*** Block opens ***

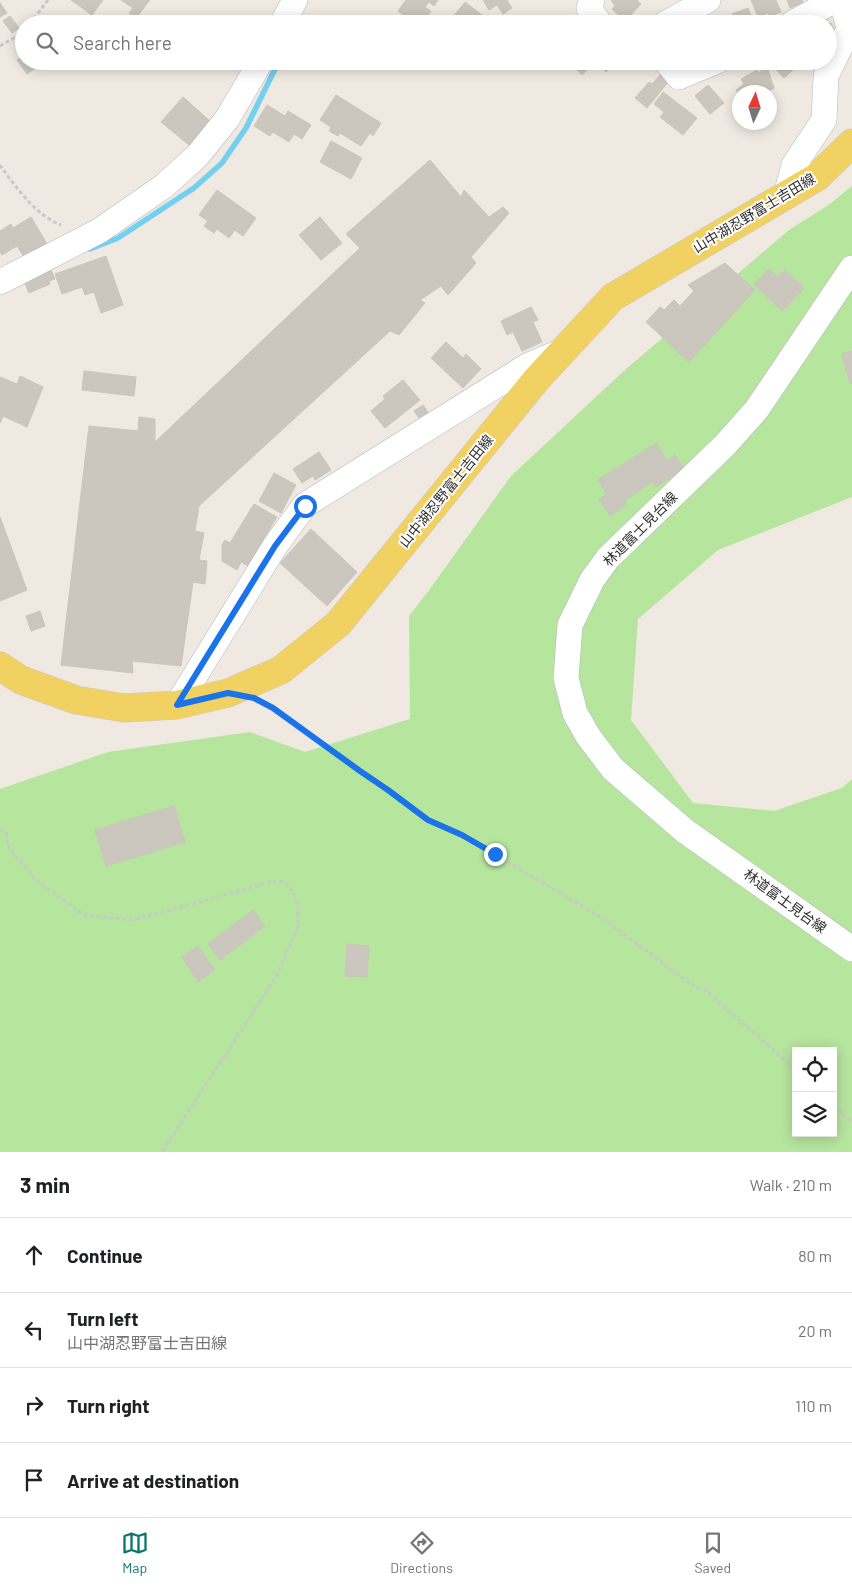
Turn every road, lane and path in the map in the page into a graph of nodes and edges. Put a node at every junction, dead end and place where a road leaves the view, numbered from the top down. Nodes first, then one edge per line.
1 (48, 0) edge
2 (295, 0) edge
3 (592, 0) edge
4 (708, 0) edge
5 (834, 0) edge
6 (842, 0) edge
7 (37, 15) edge
8 (287, 15) edge
9 (594, 15) edge
10 (681, 15) edge
11 (807, 15) edge
12 (15, 37) edge
13 (0, 46) edge
14 (837, 54) edge
15 (256, 70) edge
16 (673, 70) edge
17 (696, 70) edge
18 (829, 70) edge
19 (852, 143) edge
20 (0, 165) edge
21 (786, 195) junction
22 (90, 235) junction
23 (852, 268) edge
24 (0, 282) edge
25 (564, 350) junction
26 (0, 666) edge
27 (260, 702) dead end
28 (177, 705) junction
29 (0, 829) edge
30 (852, 949) edge
31 (792, 1066) edge
32 (837, 1109) edge
33 (852, 1122) edge
34 (162, 1152) edge

1 - 7 path
2 - 8 street
3 - 9 street
4 - 10 street
5 - 11 street
6 - 14 street
12 - 13 path
15 - 22 street
16 - 17 street
18 - 21 street
19 - 21 main road, 山中湖忍野富士吉田線
20 - 22 path
21 - 25 main road, 山中湖忍野富士吉田線
22 - 24 street
23 - 30 street, 林道富士見台線
25 - 28 main road, 山中湖忍野富士吉田線
25 - 28 street
26 - 28 main road, 山中湖忍野富士吉田線
27 - 31 path
29 - 34 path
32 - 33 path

*** Block closes ***

Please repeat each record exactly and keep every picture out of the copy.

▶ [Output below]
Turn every road, lane and path in the map in the page into a graph of nodes and edges. Put a node at every junction, dead end and place where a road leaves the view, numbered from the top down. Nodes first, then one edge per line.
1 (48, 0) edge
2 (295, 0) edge
3 (592, 0) edge
4 (708, 0) edge
5 (834, 0) edge
6 (842, 0) edge
7 (37, 15) edge
8 (287, 15) edge
9 (594, 15) edge
10 (681, 15) edge
11 (807, 15) edge
12 (15, 37) edge
13 (0, 46) edge
14 (837, 54) edge
15 (256, 70) edge
16 (673, 70) edge
17 (696, 70) edge
18 (829, 70) edge
19 (852, 143) edge
20 (0, 165) edge
21 (786, 195) junction
22 (90, 235) junction
23 (852, 268) edge
24 (0, 282) edge
25 (564, 350) junction
26 (0, 666) edge
27 (260, 702) dead end
28 (177, 705) junction
29 (0, 829) edge
30 (852, 949) edge
31 (792, 1066) edge
32 (837, 1109) edge
33 (852, 1122) edge
34 (162, 1152) edge

1 - 7 path
2 - 8 street
3 - 9 street
4 - 10 street
5 - 11 street
6 - 14 street
12 - 13 path
15 - 22 street
16 - 17 street
18 - 21 street
19 - 21 main road, 山中湖忍野富士吉田線
20 - 22 path
21 - 25 main road, 山中湖忍野富士吉田線
22 - 24 street
23 - 30 street, 林道富士見台線
25 - 28 main road, 山中湖忍野富士吉田線
25 - 28 street
26 - 28 main road, 山中湖忍野富士吉田線
27 - 31 path
29 - 34 path
32 - 33 path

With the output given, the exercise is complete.